Autostrade per l’Italia: tre ostacoli per non revocare la concessione


Sembra non trovare pace la querelle di fine anno innescata dall’articolo del decreto Milleproroghe sulla modifica dei contratti dei concessionari autostradali. Al di là delle polemiche politiche interne alla maggioranza, con Italia viva fermamente contraria a un provvedimento che cambia in corsa contratti fissati da tempo tra lo Stato e alcune aziende, si stanno via via scoprendo una serie di ostacoli tecnici che potrebbero rendere la revoca delle concessioni un vero e proprio autogol per l’esecutivo, con gravi effetti anche sul bilancio pubblico, e quindi sulle tasche dei contribuenti.

Unione europea: rischio infrazione
La prima questione riguarda i rapporti con Bruxelles, con un precedente significativo. La Commissione Ue, dopo un tentativo del governo Prodi nel 2007 di modificare per legge le Convenzioni autostradali, aprì una procedura di infrazione evidenziando che i contratti non possono essere modificati senza un accordo delle parti. Fu lo stesso Premier a correre ai ripari, scrivendo all’allora commissario Ue Neelie Kros, nel tentativo di frenare la procedura e affermando che il governo aveva concordato con i concessionari autostradali un nuovo schema di contratto “idoneo a garantire quella certezza delle regole tariffarie che costituisce condizione essenziale per attrarre risorse private”. Era, di fatto, un passo indietro dell’esecutivo, che riconosceva l’impossibilità di cambiare delle regole in corsa. Nel 2008 (nel frattempo si era insediato il governo Berlusconi) l’allora Commissario Ue Charlie McCreevy scrisse una lettera al Premier sollecitandolo a chiudere la procedura di infrazione con una soluzione che chiarisse “il presupposto della non modificabilità, in via unilaterale, da parte dello Stato concedente, del regime tariffario per tutta la durata della concessione”. Berlusconi prese atto di questa posizione della Commissione Ue e diede seguito all’operatività delle Convenzioni autostradali, facendo così chiudere la procedura di infrazione.
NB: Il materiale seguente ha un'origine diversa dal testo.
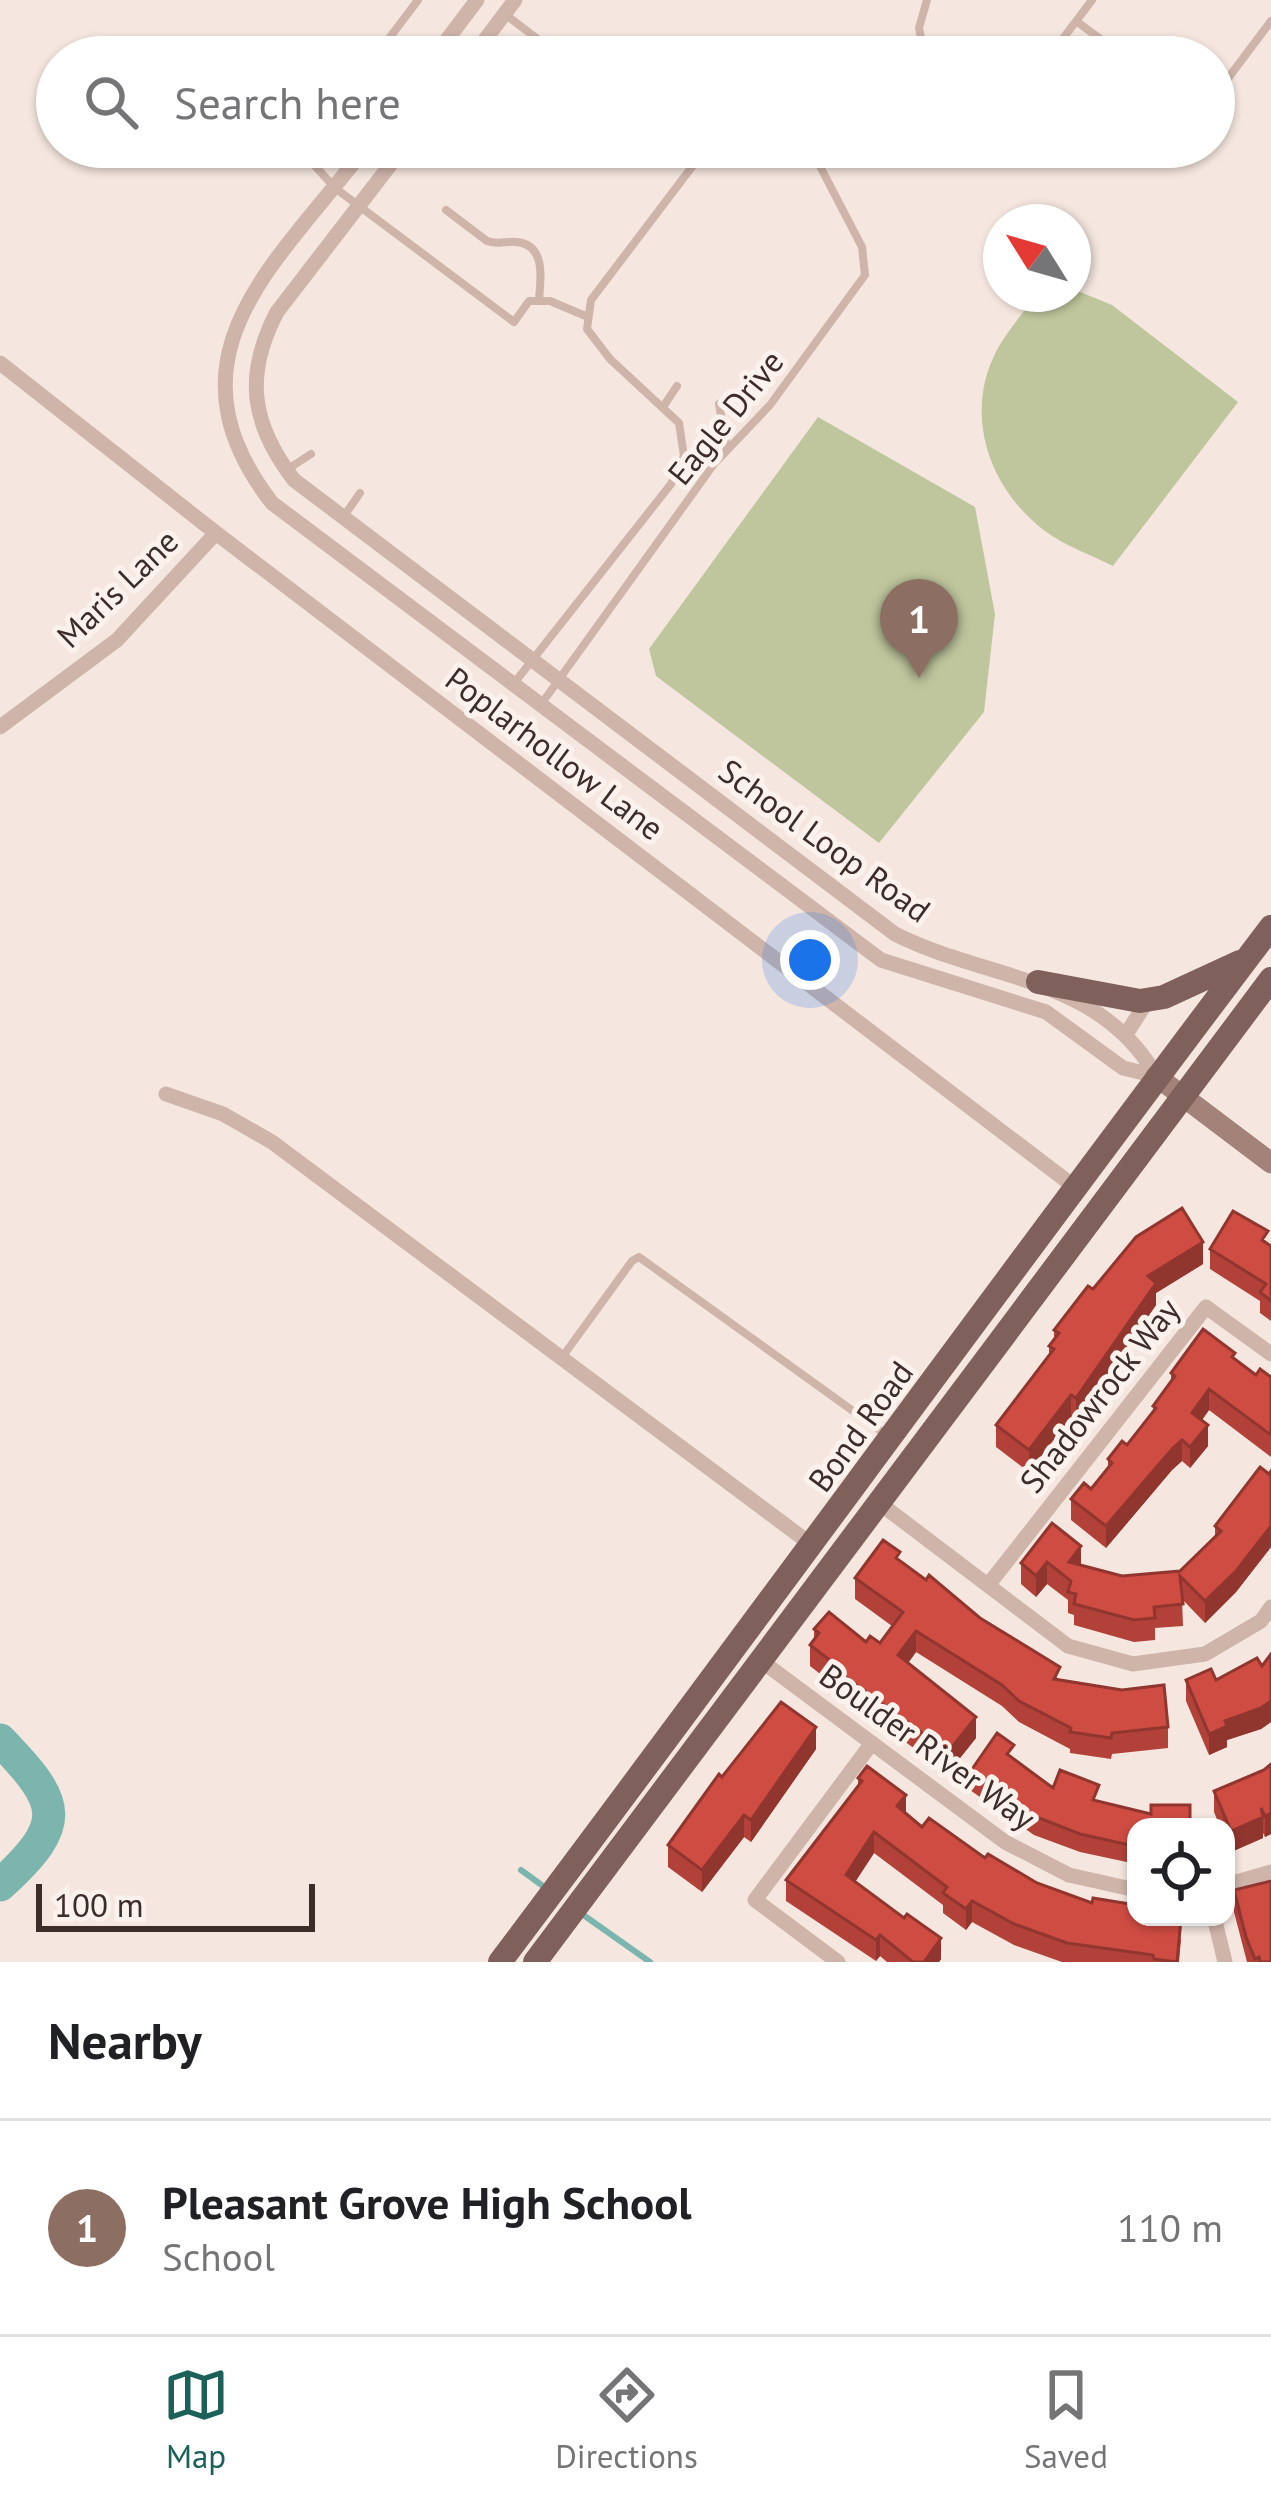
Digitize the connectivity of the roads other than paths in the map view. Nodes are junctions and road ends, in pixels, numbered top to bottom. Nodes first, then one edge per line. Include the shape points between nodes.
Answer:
1 (418, 0) edge
2 (478, 0) edge
3 (927, 0) edge
4 (1092, 0) edge
5 (510, 7) edge
6 (1076, 21) junction
7 (1271, 21) edge
8 (391, 36) edge
9 (450, 36) edge
10 (488, 36) edge
11 (539, 36) edge
12 (921, 36) edge
13 (1065, 36) edge
14 (1096, 36) edge
15 (1235, 69) edge
16 (317, 168) edge
17 (350, 168) edge
18 (388, 168) edge
19 (691, 168) edge
20 (821, 168) edge
21 (335, 188) junction
22 (359, 206) junction
23 (446, 210) dead end
24 (538, 299) junction
25 (588, 317) junction
26 (0, 363) edge
27 (677, 386) dead end
28 (719, 404) dead end
29 (663, 406) junction
30 (727, 451) junction
31 (311, 454) dead end
32 (286, 470) junction
33 (360, 493) dead end
34 (343, 517) junction
35 (216, 532) junction
36 (532, 659) junction
37 (560, 679) junction
38 (514, 684) junction
39 (541, 704) junction
40 (0, 727) edge
41 (1271, 927) edge
42 (1247, 959) junction
43 (1271, 979) edge
44 (1037, 982) junction
45 (1148, 1000) junction
46 (1125, 1036) junction
47 (1156, 1076) junction
48 (166, 1094) dead end
49 (1182, 1096) junction
50 (1271, 1163) edge
51 (1076, 1188) junction
52 (1271, 1354) edge
53 (562, 1357) junction
54 (891, 1439) junction
55 (878, 1502) junction
56 (843, 1504) junction
57 (812, 1545) junction
58 (989, 1584) junction
59 (1271, 1607) edge
60 (760, 1660) junction
61 (872, 1743) junction
62 (1271, 1872) edge
63 (1235, 1882) edge
64 (1127, 1888) edge
65 (1216, 1926) edge
66 (540, 1955) edge
67 (500, 1962) edge
68 (838, 1962) edge
69 (1226, 1962) edge

1 - 8 lane
2 - 9 street
3 - 12 lane
4 - 6 lane
5 - 10 street
5 - 11 lane
6 - 13 lane
6 - 14 lane
7 - 15 lane
16 - 21 lane
17 - 21 street, School Loop Road
18 - 22 street, School Loop Road
19 - 25 lane via 591,300
20 - 30 lane, Eagle Drive via 862,247 865,275
21 - 22 lane
21 - 38 street, School Loop Road via 232,330 223,379 229,427 272,502
22 - 24 lane via 514,322
22 - 32 street, School Loop Road via 262,340 259,418
23 - 24 lane via 495,245 529,246 542,268
24 - 25 lane
25 - 29 lane, Eagle Drive via 587,329 610,359
26 - 35 street, Poplarhollow Lane
27 - 29 lane
28 - 30 lane
29 - 36 lane, Eagle Drive via 679,423 684,456 671,484
30 - 37 lane, Eagle Drive
31 - 32 lane
32 - 34 street, School Loop Road
33 - 34 lane
34 - 36 street, School Loop Road
35 - 40 street, Maris Lane via 117,640
35 - 51 street, Poplarhollow Lane
36 - 37 street, School Loop Road
36 - 38 lane, Eagle Drive
37 - 39 lane, Eagle Drive
37 - 44 street, School Loop Road via 895,934
38 - 39 street, School Loop Road
39 - 47 street, School Loop Road via 881,960 1046,1012 1123,1068
41 - 42 main road, Bond Road
42 - 45 main road
42 - 47 main road, Bond Road
43 - 49 main road, Bond Road
44 - 45 main road
44 - 46 street, School Loop Road
45 - 46 street
46 - 47 street, School Loop Road
47 - 49 street
47 - 51 main road, Bond Road
48 - 53 street via 272,1142
49 - 50 street
49 - 55 main road, Bond Road
51 - 54 main road, Bond Road
52 - 58 street, Shadowrock Way via 1206,1307
53 - 54 lane via 639,1257
53 - 57 street
54 - 56 main road, Bond Road
55 - 58 street
55 - 60 main road, Bond Road
56 - 57 main road, Bond Road
56 - 60 main road via 840,1527 760,1637
57 - 67 main road, Bond Road
58 - 59 street via 1068,1646 1133,1664 1205,1654
60 - 61 street, Boulder River Way
60 - 66 main road, Bond Road
61 - 64 street, Boulder River Way via 1032,1858
61 - 68 street via 754,1900
62 - 63 street
65 - 69 street

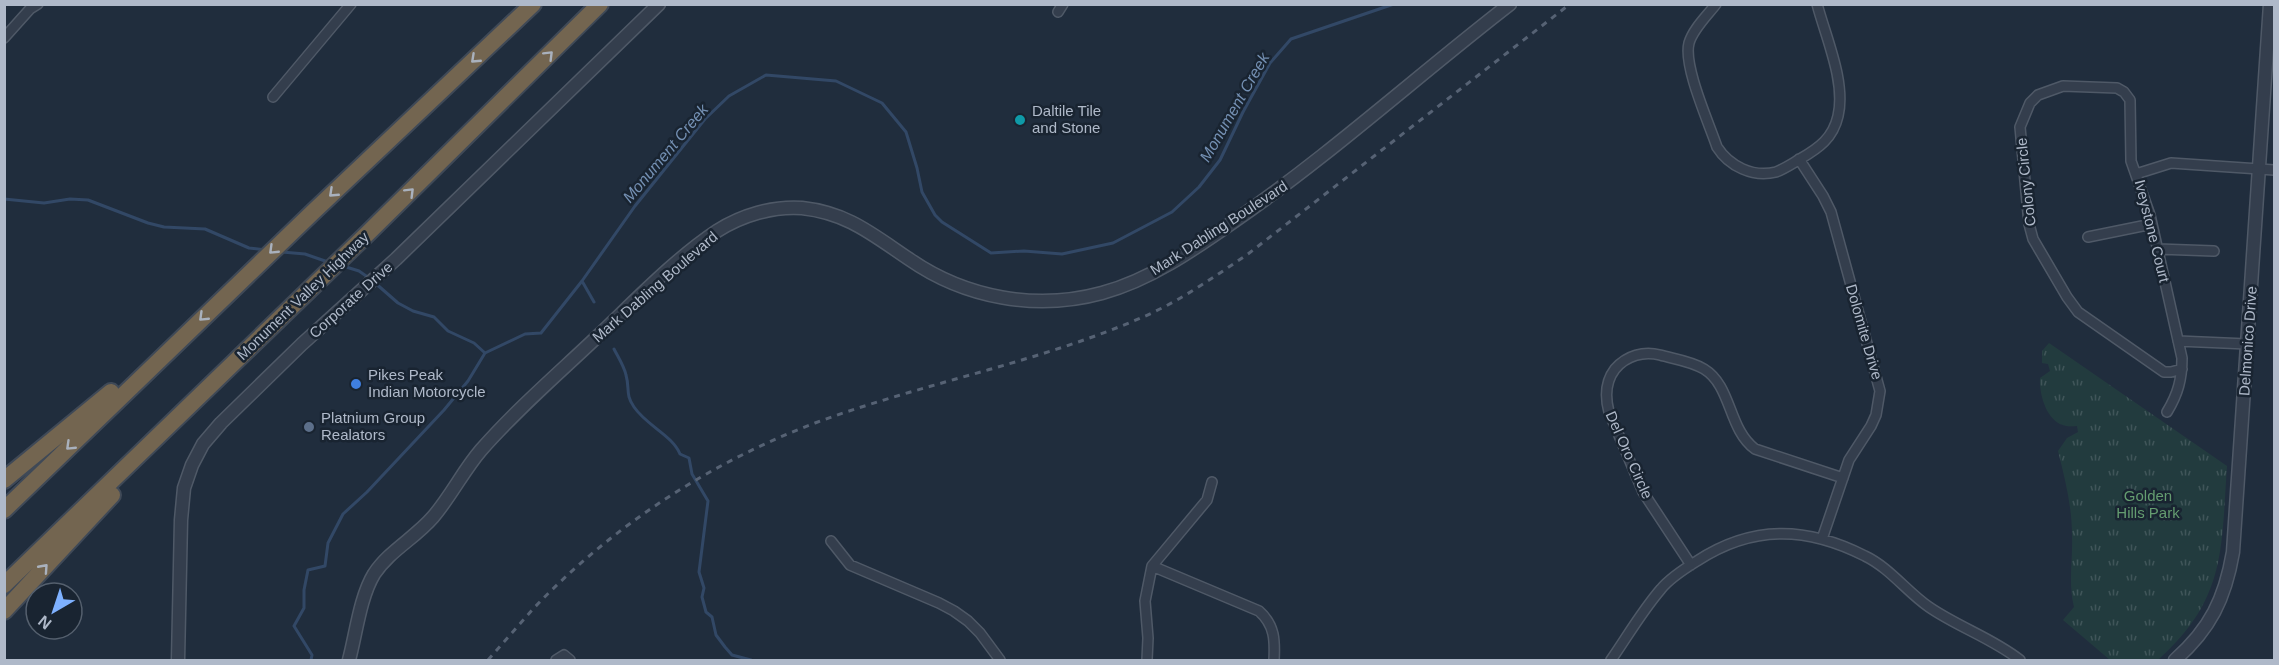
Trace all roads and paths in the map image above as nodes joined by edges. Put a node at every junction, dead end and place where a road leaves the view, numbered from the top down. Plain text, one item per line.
1 (38, 4) edge
2 (351, 4) edge
3 (533, 4) edge
4 (600, 4) edge
5 (658, 4) edge
6 (1510, 4) edge
7 (1716, 4) edge
8 (1817, 4) edge
9 (2271, 4) edge
10 (2271, 35) edge
11 (4, 38) edge
12 (273, 97) dead end
13 (1799, 159) junction
14 (2259, 169) junction
15 (2274, 170) edge
16 (2136, 174) junction
17 (2152, 224) junction
18 (2088, 237) dead end
19 (2158, 249) junction
20 (2214, 251) dead end
21 (2178, 341) junction
22 (2247, 344) junction
23 (172, 347) junction
24 (2182, 369) junction
25 (217, 379) junction
26 (2167, 412) dead end
27 (1843, 478) junction
28 (4, 480) edge
29 (1212, 482) dead end
30 (4, 510) edge
31 (1822, 539) junction
32 (831, 541) dead end
33 (1691, 565) junction
34 (1152, 566) junction
35 (4, 585) edge
36 (4, 611) edge
37 (178, 660) edge
38 (349, 660) edge
39 (1000, 660) edge
40 (1147, 660) edge
41 (1274, 660) edge
42 (1611, 660) edge
43 (2020, 660) edge
44 (2175, 660) edge

1 - 11 street
2 - 12 street
3 -> 23 highway
25 -> 4 highway, Monument Valley Highway
5 - 37 street, Corporate Drive
6 - 38 street, Mark Dabling Boulevard
7 - 13 street
8 - 13 street
9 - 10 street, Delmonico Drive
10 - 14 street, Delmonico Drive
13 - 27 street, Dolomite Drive
14 - 15 street, Iveystone Court
14 - 16 street, Iveystone Court
14 - 22 street, Delmonico Drive
16 - 17 street, Iveystone Court
16 - 24 street, Colony Circle
17 - 18 street
17 - 19 street, Iveystone Court
19 - 20 street
19 - 21 street, Iveystone Court
21 - 22 street
21 - 24 street, Iveystone Court
22 - 44 street, Delmonico Drive
23 - 28 highway
23 -> 30 highway
24 - 26 street
25 - 35 highway, Monument Valley Highway
36 -> 25 highway
27 - 31 street, Dolomite Drive
27 - 33 street, Del Oro Circle
29 - 34 street
31 - 33 street
31 - 43 street
32 - 39 street
33 - 42 street
34 - 40 street
34 - 41 street

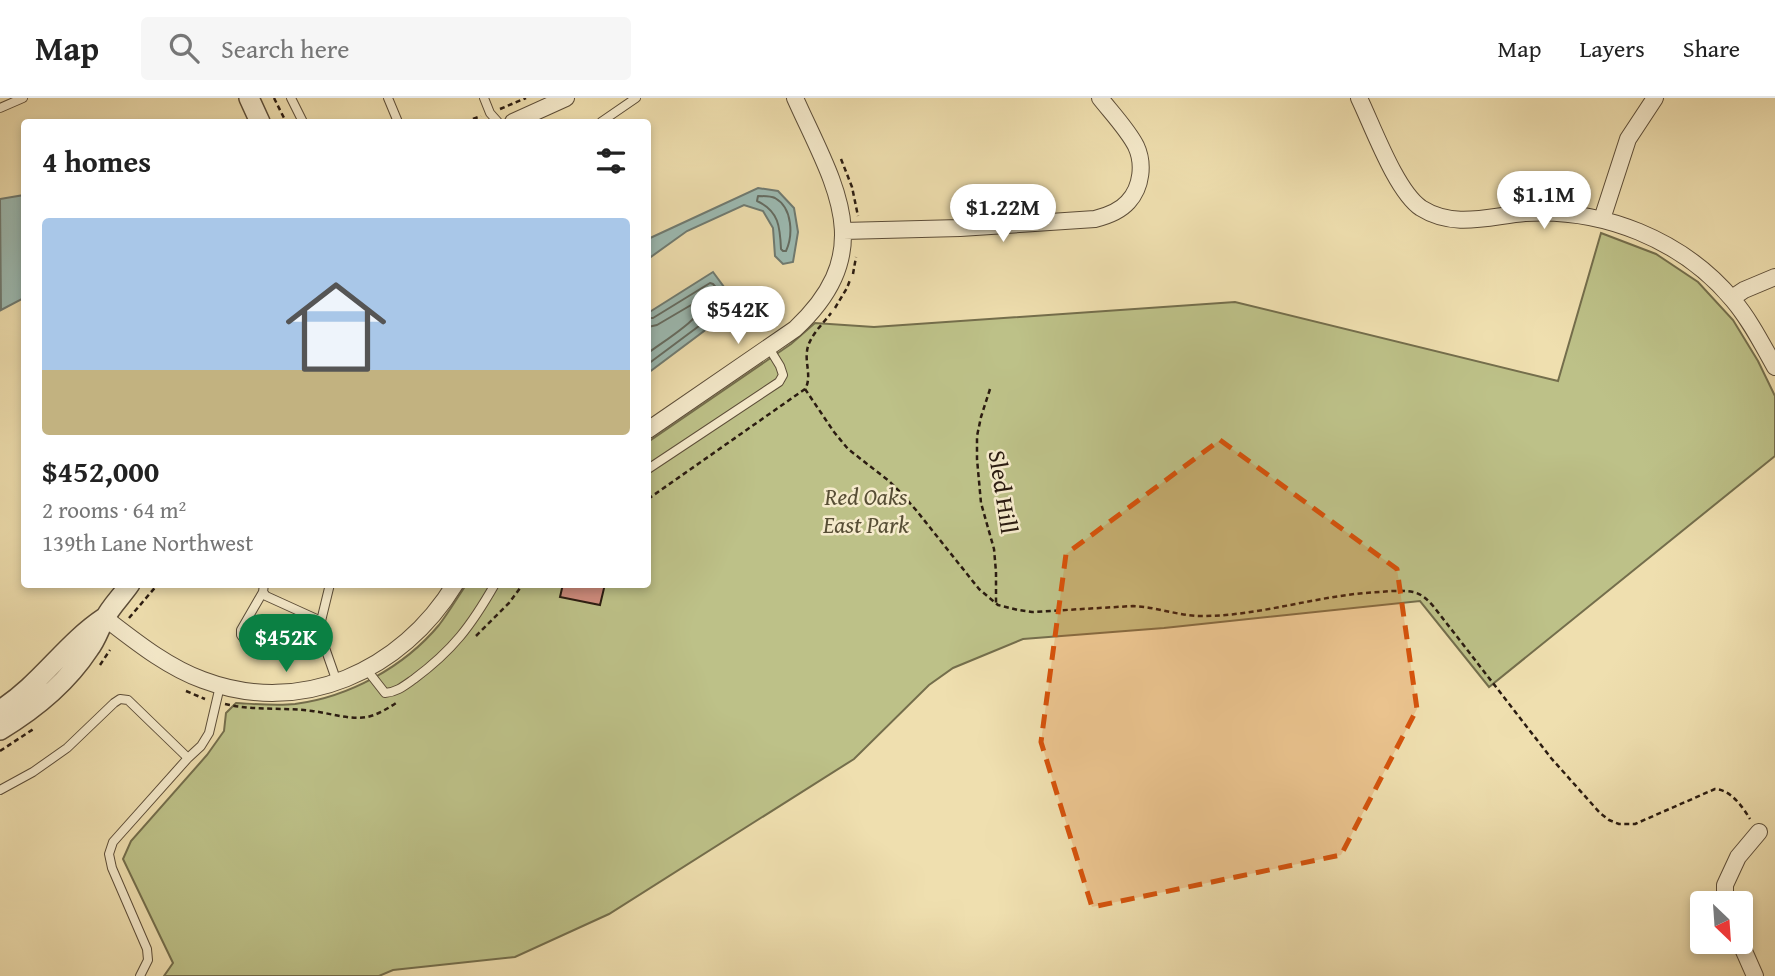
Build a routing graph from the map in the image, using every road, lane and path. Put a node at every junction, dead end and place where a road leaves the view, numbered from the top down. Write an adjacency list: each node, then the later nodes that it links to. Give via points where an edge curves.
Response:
1 (23, 98): 14 (lane)
2 (249, 98): 15 (street)
3 (274, 98): 16 (path)
4 (291, 98): 17 (lane)
5 (388, 98): 18 (lane)
6 (484, 98): 19 (lane)
7 (566, 98): 20 (street)
8 (636, 98): 13 (lane)
9 (795, 98): 23 (street, via 837,196)
10 (1100, 98): 23 (street, via 1141,158 1139,184 1128,202 1110,215 960,228)
11 (1359, 98): 22 (street, via 1405,192 1421,208 1460,220 1546,212)
12 (1655, 98): 22 (street, via 1628,139)
13 (622, 101): 21 (lane)
14 (0, 108)
15 (259, 119)
16 (284, 119)
17 (302, 119)
18 (397, 119)
19 (495, 119)
20 (520, 119)
21 (604, 119)
22 (1602, 219): 25 (street, via 1669,246)
23 (843, 231): 26 (street, via 838,267 822,300)
24 (1775, 276): 25 (street)
25 (1732, 298): 27 (street)
26 (769, 348): 30 (street); 31 (lane, via 783,374 779,382)
27 (1775, 367)
28 (805, 389): 38 (path, via 848,449 900,492 979,589)
29 (990, 389): 38 (path, Sled Hill, via 977,436 977,459 981,503 994,549)
30 (651, 428)
31 (651, 467)
32 (127, 588): 40 (street)
33 (155, 588): 39 (path)
34 (263, 588): 41 (lane, via 266,596); 42 (lane, via 241,630 244,639 281,650)
35 (329, 588): 41 (lane)
36 (452, 588): 43 (street, via 414,636)
37 (493, 588): 43 (lane, via 464,634 434,664 395,692 385,693)
38 (996, 603): 50 (path, via 1032,612 1147,606 1209,616 1365,593 1420,594 1566,776 1609,820 1635,824 1708,791 1723,789)
39 (130, 617)
40 (105, 618): 45 (street, via 184,673); 46 (street); 47 (street, via 86,654 50,695)
41 (321, 621): 42 (lane)
42 (324, 646): 44 (lane)
43 (367, 670): 44 (street)
44 (337, 682): 45 (street, via 281,693)
45 (220, 686): 48 (lane, via 209,733)
46 (0, 710)
47 (0, 730)
48 (188, 758): 49 (lane, via 128,700 120,699 67,748); 53 (lane, via 113,842 109,854 147,949 148,960)
49 (0, 790)
50 (1759, 832): 51 (street, via 1738,857)
51 (1725, 891)
52 (1745, 954): 54 (street)
53 (140, 976)
54 (1755, 976)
Posti di lavoro persi e risparmi in fumo
Il secondo punto è invece relativo alla questione occupazionale, con 7.000 posti di lavoro a rischio. La revoca della concessione senza indennizzo impedirebbe infatti ad Autostrade per l’Italia (Aspi) di continuare a onorare il debito che ha contratto negli anni per realizzare investimenti in infrastrutture – che è pari a 10,8 miliardi di euro – con il conseguente fallimento della società. Questo comporterebbe anche la volatilizzazione dei risparmi investiti dagli italiani in azioni e obbligazioni della società. Sono circa 17.000 i piccoli risparmiatori che hanno sottoscritto almeno un’obbligazione di Aspi.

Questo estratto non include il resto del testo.